===== Provided data =====

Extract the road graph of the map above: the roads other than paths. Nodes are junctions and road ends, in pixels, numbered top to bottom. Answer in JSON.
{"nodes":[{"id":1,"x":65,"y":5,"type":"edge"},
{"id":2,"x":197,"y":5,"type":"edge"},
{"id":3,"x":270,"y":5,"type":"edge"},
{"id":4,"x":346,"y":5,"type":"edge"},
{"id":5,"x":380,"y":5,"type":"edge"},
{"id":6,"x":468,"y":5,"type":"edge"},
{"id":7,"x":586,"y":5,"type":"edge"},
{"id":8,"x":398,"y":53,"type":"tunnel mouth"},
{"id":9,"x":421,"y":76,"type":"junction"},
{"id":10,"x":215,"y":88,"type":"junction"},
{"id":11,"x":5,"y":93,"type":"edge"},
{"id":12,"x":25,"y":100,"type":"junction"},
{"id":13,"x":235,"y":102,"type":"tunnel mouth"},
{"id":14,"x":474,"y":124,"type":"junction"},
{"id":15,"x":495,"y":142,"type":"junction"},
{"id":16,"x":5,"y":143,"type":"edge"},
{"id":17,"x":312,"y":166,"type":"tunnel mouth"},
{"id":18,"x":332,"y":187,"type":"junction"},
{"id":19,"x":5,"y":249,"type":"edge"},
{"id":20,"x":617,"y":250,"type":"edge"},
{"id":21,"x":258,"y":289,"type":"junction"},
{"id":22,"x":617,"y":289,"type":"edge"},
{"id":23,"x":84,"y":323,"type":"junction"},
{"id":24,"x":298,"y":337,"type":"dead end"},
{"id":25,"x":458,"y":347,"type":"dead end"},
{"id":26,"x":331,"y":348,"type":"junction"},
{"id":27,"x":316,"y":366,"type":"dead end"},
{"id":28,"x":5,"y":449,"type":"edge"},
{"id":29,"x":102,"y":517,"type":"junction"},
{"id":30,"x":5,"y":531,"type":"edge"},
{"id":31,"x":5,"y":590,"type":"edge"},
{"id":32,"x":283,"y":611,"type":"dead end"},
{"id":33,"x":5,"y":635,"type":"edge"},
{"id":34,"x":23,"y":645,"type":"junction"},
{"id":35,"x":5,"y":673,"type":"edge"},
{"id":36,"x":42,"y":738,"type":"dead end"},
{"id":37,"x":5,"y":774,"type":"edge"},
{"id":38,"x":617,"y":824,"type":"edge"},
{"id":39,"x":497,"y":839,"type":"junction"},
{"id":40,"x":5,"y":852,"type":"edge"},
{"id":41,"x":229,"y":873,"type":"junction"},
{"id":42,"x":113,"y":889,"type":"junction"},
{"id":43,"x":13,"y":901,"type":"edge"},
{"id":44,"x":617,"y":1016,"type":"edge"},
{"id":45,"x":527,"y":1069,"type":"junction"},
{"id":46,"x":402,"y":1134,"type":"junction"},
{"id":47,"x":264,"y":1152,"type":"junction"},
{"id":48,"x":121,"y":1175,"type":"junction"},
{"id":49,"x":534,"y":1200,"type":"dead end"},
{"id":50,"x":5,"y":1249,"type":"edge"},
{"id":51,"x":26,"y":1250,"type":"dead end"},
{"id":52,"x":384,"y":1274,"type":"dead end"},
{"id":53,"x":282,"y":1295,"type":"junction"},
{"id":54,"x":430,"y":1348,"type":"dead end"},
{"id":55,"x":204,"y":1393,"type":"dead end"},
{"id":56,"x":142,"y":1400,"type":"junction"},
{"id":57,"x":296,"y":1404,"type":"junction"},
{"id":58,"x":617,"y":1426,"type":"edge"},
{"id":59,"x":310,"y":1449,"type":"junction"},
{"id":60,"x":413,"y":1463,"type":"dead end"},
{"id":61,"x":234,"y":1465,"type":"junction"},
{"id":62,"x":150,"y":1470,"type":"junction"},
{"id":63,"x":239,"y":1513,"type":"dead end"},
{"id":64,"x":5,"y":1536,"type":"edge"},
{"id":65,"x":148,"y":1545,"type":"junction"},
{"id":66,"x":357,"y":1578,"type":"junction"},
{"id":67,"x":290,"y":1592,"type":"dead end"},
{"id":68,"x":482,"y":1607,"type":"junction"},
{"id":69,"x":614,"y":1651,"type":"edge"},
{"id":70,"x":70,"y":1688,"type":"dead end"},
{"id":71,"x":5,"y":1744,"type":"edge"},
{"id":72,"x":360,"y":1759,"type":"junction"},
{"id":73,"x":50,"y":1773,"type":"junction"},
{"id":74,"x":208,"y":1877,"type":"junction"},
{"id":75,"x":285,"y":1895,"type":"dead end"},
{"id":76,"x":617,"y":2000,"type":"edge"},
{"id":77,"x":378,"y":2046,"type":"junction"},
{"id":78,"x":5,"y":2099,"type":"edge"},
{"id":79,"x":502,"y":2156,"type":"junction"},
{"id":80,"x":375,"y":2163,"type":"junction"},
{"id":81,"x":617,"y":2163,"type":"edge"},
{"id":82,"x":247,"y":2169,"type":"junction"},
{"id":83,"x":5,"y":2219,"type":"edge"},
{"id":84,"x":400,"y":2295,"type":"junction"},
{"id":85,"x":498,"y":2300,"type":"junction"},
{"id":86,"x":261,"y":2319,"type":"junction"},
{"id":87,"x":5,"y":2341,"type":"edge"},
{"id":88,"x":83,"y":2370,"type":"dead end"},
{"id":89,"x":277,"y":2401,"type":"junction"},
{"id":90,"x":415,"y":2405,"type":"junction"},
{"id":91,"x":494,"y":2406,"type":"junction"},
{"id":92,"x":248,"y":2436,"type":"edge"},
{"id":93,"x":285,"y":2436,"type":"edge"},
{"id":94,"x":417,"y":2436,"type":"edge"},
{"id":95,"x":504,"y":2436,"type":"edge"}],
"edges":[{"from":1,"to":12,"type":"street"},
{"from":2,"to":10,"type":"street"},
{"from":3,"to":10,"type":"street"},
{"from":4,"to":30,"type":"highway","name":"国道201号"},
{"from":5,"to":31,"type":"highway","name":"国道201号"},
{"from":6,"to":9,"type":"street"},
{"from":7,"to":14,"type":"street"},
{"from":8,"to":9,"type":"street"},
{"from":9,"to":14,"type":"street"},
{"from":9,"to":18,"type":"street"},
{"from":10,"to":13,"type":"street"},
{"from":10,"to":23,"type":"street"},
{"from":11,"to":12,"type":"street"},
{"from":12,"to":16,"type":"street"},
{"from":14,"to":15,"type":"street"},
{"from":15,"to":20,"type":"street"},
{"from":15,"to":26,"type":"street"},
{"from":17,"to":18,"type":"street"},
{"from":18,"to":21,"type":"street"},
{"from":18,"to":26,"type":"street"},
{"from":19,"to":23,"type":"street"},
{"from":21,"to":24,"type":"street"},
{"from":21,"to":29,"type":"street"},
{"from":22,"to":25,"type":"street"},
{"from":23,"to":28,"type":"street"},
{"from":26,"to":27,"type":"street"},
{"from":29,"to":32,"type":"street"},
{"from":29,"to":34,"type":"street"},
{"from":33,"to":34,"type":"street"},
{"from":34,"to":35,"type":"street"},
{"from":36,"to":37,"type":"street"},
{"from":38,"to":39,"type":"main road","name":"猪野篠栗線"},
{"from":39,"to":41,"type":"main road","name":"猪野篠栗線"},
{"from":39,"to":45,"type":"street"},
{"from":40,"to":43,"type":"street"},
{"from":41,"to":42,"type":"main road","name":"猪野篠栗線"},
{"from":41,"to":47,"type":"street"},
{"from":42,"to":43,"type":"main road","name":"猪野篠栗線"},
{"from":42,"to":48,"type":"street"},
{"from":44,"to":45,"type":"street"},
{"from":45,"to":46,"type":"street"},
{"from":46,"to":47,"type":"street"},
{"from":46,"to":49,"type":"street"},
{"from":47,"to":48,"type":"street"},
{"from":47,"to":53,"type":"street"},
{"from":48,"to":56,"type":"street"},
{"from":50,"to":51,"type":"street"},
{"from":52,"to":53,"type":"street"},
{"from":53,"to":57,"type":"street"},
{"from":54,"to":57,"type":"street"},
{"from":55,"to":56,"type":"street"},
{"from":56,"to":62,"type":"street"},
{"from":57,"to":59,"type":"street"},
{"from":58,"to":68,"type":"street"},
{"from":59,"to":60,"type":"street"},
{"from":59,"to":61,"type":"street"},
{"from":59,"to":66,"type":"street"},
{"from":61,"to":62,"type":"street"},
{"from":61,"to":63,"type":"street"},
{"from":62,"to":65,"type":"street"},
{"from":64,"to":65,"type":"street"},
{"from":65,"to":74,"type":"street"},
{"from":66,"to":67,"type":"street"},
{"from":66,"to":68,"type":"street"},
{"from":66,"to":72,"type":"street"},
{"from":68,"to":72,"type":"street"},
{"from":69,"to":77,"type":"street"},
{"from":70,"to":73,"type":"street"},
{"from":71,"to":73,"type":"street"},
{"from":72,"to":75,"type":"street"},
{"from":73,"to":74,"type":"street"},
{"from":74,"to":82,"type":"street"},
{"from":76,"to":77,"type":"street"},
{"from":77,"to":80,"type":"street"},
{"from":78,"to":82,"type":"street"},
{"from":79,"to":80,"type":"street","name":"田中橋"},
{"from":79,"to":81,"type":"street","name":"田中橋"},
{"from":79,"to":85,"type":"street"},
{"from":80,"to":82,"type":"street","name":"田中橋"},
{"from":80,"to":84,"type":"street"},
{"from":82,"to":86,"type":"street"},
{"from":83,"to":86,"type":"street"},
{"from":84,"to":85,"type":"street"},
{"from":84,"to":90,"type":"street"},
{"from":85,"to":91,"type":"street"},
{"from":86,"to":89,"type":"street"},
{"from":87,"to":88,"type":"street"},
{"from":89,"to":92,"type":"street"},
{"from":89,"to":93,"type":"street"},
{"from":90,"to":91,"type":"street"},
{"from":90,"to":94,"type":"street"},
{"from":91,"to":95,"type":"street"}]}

=====

• **What to do**: Among the lines of the records above, count those containing the word "猪野篠栗線", then give the number by itself.

• **Written solution**: 4